В случае Каласа – фессалиец оставляет первую жену при себе, при этом у женщины расширенные права, т.к. она имеет часть собственности, а ее дети продолжают получать содержание от отца.
[6] Пиндар – (ок. 518-442 гг. или 438 г. до н. э.), древнегреческий поэт-лирик. Сочинял торжественные хоровые песнопения, культовые гимны, эпиникии – похвальные песни в честь победителей на Олимпийских, Дельфийских и др. спортивных играх.
[7] ублюдок – изначальное значение незаконнорожденный (русс.) Hybris (греч.) – гибрид.
[8] мегарон – мужская половина греческого дома.
========== Фивы, глава 5. Страшный урок ==========
Пелий разбудил меня известием, что мы едем в Лариссу, где устроено празднество в честь бога Диониса, и Калас послал за нами слугу, чтобы и мы смогли присоединиться. Пелий устроился удобно на подушках в повозке, я сел рядом с возницей – слугой Пелия, нас сопровождали еще два вооруженных всадника. День уступил свою власть ночи, когда мы добрались до входа в большой дом, освещенный пламенем множества факелов. У ворот толпились слуги, встречавшие гостей. Пелию помогли сойти с повозки, он подозвал меня: велел быть его проводником и никуда не отлучаться.

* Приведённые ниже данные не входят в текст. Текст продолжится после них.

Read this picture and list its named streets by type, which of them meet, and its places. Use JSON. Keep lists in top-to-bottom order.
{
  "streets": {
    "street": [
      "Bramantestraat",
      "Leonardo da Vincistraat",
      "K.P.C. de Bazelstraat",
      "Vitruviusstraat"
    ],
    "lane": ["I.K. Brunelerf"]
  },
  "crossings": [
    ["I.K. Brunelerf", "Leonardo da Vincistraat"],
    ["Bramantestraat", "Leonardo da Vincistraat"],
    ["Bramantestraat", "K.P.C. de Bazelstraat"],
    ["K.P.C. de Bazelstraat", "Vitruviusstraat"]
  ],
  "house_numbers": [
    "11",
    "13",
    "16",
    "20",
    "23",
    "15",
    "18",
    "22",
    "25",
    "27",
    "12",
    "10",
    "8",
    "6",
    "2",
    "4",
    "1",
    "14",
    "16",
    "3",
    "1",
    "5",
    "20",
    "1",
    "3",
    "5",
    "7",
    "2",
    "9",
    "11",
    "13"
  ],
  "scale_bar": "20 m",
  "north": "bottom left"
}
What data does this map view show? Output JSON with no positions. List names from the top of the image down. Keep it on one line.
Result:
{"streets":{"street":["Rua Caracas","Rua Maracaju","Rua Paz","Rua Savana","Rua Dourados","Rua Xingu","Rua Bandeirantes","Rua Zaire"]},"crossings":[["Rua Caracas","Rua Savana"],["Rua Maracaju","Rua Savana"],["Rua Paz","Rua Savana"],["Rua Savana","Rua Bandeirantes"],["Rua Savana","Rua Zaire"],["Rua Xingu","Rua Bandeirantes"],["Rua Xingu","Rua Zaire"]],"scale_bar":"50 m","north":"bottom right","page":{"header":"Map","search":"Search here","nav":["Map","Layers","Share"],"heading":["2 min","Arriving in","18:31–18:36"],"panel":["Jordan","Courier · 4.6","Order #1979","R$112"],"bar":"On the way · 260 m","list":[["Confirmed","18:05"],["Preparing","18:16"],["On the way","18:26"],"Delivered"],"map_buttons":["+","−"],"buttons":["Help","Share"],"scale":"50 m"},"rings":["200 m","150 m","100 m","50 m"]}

В большом перистиле были накрыты столы, а на скамьях, красиво застеленных цветными тканями, облокотившись на подушки, полулежали люди в богатых одеждах. Они разговаривали, обмениваясь новостями, пили вино, возносили хвалу богам. Вокруг сновали слуги, предлагавшие угощения, и я заметил, что женщин не было, но было много юношей, младше меня, и мальчиков в хитонах или набедренных повязках, красиво подстриженных, веселых, уверенных в себе. То, от чего я всегда был огражден моей семьей, вызывало острейшее любопытство.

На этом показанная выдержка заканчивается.